Can a Eurovision performance engage an audience in the kind of spectatorial move that both these videos make? It can try – but the sources they reassemble still have such power in European and Western imaginations that there’s no guarantee it can succeed.
These comments are adapted from my opening remarks at the ‘Teaching the Yugoslav Wars Two Decades On’ roundtable at the Association for Slavic, East European and Eurasian Studies convention today, alongside Fedja Burić, Dragana Cvetanović, Tomislav Longinović, Christian Nielsen and Sunnie Rucker-Chang – thanks to them all and to everybody who contributed their own impressions from the audience.

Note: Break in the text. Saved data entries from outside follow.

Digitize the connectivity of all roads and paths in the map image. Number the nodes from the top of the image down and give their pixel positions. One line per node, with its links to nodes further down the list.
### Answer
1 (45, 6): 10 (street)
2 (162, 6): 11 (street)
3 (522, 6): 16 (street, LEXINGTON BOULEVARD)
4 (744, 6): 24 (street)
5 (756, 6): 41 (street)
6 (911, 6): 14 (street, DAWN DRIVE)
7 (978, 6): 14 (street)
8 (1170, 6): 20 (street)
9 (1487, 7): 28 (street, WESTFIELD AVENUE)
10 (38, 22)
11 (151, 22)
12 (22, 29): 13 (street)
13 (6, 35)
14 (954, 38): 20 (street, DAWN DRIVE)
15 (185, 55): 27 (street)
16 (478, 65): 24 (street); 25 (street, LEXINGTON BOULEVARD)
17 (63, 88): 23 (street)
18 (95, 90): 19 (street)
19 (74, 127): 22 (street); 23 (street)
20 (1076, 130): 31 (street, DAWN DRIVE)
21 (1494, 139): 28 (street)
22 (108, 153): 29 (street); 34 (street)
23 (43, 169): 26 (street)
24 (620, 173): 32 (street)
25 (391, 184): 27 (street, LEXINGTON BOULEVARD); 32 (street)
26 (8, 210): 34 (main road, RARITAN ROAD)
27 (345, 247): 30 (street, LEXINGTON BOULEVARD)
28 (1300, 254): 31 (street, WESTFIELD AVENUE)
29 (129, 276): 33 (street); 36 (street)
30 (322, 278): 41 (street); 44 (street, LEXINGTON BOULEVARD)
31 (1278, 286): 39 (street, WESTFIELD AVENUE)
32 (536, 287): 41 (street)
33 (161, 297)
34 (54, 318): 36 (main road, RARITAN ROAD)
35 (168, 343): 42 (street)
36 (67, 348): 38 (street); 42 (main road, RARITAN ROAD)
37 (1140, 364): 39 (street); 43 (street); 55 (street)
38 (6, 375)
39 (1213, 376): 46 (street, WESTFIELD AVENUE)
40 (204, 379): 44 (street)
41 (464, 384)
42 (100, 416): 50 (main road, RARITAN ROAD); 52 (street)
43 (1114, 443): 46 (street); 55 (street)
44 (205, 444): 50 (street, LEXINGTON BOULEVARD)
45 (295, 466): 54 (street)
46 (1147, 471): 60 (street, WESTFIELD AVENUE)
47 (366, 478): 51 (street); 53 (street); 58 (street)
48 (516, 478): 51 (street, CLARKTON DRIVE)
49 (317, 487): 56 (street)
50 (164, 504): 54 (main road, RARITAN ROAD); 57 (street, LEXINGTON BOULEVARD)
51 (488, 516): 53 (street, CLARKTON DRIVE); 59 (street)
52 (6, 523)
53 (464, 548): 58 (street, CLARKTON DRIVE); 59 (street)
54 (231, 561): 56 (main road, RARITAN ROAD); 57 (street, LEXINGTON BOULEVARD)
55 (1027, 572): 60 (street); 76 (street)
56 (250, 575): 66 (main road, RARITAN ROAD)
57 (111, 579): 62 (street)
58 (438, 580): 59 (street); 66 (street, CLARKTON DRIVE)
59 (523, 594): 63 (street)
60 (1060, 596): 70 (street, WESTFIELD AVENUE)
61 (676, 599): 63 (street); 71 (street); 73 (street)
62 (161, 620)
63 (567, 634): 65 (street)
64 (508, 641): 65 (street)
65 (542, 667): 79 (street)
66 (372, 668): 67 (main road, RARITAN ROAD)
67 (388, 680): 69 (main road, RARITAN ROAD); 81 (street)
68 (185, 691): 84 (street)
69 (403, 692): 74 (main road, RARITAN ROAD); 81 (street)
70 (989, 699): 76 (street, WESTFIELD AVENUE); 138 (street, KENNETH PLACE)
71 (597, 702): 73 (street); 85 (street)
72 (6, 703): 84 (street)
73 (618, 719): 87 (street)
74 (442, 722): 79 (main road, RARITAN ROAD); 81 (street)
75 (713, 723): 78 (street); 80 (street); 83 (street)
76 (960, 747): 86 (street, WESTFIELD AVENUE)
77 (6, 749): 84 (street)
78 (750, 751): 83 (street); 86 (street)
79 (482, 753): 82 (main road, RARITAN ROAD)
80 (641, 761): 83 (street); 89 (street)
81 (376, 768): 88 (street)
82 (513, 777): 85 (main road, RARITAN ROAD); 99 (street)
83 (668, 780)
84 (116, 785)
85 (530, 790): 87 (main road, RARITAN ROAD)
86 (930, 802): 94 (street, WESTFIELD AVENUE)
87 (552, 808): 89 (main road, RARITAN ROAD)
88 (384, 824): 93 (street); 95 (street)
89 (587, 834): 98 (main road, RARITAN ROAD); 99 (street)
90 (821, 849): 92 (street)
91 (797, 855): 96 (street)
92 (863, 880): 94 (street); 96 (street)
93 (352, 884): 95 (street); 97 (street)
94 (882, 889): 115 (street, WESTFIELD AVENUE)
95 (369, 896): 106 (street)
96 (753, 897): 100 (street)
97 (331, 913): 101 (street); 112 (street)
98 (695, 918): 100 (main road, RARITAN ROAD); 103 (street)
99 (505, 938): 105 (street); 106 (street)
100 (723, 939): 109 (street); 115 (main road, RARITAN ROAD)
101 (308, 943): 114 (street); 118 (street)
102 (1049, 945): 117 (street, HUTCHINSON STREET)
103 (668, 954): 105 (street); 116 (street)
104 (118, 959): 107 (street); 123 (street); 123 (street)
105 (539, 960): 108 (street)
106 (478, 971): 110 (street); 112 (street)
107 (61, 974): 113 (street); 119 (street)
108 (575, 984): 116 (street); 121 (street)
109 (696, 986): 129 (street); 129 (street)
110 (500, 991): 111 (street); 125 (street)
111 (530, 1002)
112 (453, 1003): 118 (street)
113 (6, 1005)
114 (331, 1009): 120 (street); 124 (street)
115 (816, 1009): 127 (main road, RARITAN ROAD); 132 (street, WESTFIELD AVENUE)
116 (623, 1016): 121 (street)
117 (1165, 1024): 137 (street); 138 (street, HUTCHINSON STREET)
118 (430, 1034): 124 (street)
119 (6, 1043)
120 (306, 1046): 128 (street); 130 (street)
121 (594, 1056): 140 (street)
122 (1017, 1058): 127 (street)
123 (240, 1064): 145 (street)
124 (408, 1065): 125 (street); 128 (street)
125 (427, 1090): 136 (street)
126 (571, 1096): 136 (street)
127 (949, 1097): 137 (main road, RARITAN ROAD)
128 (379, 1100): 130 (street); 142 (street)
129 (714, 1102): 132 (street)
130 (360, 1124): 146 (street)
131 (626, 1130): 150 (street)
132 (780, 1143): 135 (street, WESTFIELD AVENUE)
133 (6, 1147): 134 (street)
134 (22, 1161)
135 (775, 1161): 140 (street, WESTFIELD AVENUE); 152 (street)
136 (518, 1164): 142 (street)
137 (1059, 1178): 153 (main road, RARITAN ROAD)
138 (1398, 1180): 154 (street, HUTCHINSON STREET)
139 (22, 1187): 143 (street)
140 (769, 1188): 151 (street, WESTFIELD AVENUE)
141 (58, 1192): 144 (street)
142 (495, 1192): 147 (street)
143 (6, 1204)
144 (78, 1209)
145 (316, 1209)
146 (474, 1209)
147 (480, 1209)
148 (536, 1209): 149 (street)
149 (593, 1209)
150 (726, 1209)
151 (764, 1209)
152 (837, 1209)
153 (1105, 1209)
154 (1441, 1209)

I originally organised this roundtable and another session with the same title at this year’s International Studies Association conference after writing my introduction to The Yugoslav Wars of the 1990s and having to think through what I wanted to be able to do in my teaching, what I wanted others to be able to do, and how the contexts have changed since I was an undergraduate and postgraduate in London 8-15 years ago.
It’s a different chronological context and, as has become even sharper since Yugoslav Wars came out, a different political context.
Originally I was going to talk at the roundtable about what it means to teach about the Yugoslav wars in Britain, in the mid 2010s, to students who at Hull are nearly all white and British, and nearly all of what they encounter about Yugoslavia or its successor states in their general lives will have been premised on the idea that Yugoslavia was ‘somewhere else’.
That Yugoslavia on one hand, and Britain on the other, are part of separate spaces which have been defined by very different historical and political legacies; that Britain is at the centre of how things can be expected to be, and the Yugoslav region was outside that or lagging behind that.
I’ve always wanted to de-centre that in my own work, probably before I could even put into words that that was what I wanted to do.
In the days before the Brexit referendum and even more so after it, hearing accounts of racist and xenophobic violence and harassment increasing, I had a crisis of confidence. I’m someone whose teaching ought to have contributed to people being able to intervene in the kinds of cycles of polarisation and exaggeration that have been ramped up throughout the campaign. I and dozens of other people teach about the break-up of Yugoslavia and how the mainstream media moved an open politics of ethnic entitlement and resentment into the political centre, where it didn’t have to be.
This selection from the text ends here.